PROBLEM TO WORK ON
Copy out each line of the data that holds the word "Alipura".

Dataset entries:
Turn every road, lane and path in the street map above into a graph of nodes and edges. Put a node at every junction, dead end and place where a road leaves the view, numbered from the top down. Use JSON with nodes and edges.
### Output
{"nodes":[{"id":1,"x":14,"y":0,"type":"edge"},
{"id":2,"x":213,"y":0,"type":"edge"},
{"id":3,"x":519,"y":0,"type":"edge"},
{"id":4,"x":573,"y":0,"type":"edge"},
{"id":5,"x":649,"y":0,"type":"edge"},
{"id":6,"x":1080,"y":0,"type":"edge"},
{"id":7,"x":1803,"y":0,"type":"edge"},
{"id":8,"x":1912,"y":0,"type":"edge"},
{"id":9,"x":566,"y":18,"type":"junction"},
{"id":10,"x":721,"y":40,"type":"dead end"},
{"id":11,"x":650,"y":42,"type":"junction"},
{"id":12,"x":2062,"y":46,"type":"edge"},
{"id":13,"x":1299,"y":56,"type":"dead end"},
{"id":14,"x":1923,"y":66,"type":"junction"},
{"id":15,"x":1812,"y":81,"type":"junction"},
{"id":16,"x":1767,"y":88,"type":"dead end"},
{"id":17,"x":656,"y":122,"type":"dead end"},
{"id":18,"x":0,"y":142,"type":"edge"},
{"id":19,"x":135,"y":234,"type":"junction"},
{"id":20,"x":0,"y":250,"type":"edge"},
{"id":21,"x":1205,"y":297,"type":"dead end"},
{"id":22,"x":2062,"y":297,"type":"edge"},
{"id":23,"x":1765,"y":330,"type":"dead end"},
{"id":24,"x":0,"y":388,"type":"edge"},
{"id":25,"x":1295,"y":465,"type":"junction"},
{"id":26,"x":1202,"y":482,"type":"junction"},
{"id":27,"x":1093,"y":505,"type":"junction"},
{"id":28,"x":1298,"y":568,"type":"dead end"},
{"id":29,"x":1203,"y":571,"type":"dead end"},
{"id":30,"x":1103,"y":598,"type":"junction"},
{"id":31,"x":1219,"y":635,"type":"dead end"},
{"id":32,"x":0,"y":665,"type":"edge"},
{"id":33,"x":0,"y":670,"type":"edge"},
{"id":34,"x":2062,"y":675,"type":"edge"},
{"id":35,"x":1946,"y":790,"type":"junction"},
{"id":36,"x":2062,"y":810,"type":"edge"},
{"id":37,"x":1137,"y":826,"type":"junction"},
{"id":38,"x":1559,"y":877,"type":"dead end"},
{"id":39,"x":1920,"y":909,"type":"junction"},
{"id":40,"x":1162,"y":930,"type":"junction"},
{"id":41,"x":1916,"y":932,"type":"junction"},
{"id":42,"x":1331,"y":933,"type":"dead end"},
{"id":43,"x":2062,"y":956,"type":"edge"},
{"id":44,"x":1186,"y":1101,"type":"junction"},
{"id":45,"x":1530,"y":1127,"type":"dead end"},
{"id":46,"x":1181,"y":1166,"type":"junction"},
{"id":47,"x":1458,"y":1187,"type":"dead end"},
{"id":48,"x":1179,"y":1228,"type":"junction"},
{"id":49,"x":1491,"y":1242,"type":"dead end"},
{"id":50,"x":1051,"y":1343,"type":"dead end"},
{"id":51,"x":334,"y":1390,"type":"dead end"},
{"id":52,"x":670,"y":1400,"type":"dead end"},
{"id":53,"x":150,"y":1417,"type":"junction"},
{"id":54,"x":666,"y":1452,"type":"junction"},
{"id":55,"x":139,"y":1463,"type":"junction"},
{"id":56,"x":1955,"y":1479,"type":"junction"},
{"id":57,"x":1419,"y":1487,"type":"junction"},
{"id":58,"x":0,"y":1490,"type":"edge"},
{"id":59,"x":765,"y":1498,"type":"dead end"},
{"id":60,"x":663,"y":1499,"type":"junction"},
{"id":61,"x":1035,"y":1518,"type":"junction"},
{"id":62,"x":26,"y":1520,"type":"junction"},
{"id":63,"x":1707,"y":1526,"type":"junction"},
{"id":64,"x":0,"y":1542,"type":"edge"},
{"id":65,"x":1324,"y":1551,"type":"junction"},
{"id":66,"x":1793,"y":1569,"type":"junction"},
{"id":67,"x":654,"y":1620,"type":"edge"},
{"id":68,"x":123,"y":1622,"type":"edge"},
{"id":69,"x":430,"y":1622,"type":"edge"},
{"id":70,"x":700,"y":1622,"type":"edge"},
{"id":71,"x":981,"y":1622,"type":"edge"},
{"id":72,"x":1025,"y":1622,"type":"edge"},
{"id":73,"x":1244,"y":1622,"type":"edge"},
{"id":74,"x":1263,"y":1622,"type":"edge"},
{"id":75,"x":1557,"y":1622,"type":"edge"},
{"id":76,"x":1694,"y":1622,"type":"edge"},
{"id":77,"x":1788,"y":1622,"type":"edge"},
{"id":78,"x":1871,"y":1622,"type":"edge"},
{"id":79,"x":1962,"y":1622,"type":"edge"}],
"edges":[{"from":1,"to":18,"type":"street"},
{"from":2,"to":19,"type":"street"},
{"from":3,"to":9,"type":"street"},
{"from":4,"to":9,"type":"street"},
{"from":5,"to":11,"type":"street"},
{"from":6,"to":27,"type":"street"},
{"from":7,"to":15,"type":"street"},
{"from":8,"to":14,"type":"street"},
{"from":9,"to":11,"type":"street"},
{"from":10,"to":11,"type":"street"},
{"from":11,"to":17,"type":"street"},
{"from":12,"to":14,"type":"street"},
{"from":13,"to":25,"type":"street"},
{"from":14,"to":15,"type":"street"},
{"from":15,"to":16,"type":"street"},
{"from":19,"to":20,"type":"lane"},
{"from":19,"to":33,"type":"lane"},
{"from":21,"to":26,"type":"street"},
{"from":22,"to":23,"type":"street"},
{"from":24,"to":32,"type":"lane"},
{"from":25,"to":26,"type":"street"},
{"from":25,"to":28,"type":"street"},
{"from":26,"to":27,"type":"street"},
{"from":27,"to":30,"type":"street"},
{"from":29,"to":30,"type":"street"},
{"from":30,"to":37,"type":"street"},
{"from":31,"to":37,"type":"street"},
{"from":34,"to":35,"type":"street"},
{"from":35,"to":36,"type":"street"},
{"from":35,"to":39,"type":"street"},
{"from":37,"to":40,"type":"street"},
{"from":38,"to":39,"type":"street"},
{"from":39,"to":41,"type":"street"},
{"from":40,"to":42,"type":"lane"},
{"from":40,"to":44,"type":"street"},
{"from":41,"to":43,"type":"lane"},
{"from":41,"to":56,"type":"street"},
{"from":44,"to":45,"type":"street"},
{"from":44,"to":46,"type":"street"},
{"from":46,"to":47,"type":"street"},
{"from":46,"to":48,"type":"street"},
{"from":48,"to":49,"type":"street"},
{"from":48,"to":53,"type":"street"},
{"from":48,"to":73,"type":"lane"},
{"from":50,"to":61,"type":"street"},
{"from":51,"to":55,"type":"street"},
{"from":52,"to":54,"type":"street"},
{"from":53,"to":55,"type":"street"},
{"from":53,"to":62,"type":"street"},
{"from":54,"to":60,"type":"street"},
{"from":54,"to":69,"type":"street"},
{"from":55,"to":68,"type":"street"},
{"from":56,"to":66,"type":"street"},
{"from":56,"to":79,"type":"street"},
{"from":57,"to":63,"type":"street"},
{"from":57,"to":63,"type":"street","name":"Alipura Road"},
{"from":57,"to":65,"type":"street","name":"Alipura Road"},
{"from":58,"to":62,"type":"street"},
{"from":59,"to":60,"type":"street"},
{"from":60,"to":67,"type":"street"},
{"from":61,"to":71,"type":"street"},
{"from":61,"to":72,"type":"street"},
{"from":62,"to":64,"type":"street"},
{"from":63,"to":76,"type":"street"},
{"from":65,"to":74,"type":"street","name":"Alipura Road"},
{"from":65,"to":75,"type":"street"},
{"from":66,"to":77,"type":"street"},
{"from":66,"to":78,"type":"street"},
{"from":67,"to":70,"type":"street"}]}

WRITTEN SOLUTION
{"from":57,"to":63,"type":"street","name":"Alipura Road"},
{"from":57,"to":65,"type":"street","name":"Alipura Road"},
{"from":65,"to":74,"type":"street","name":"Alipura Road"},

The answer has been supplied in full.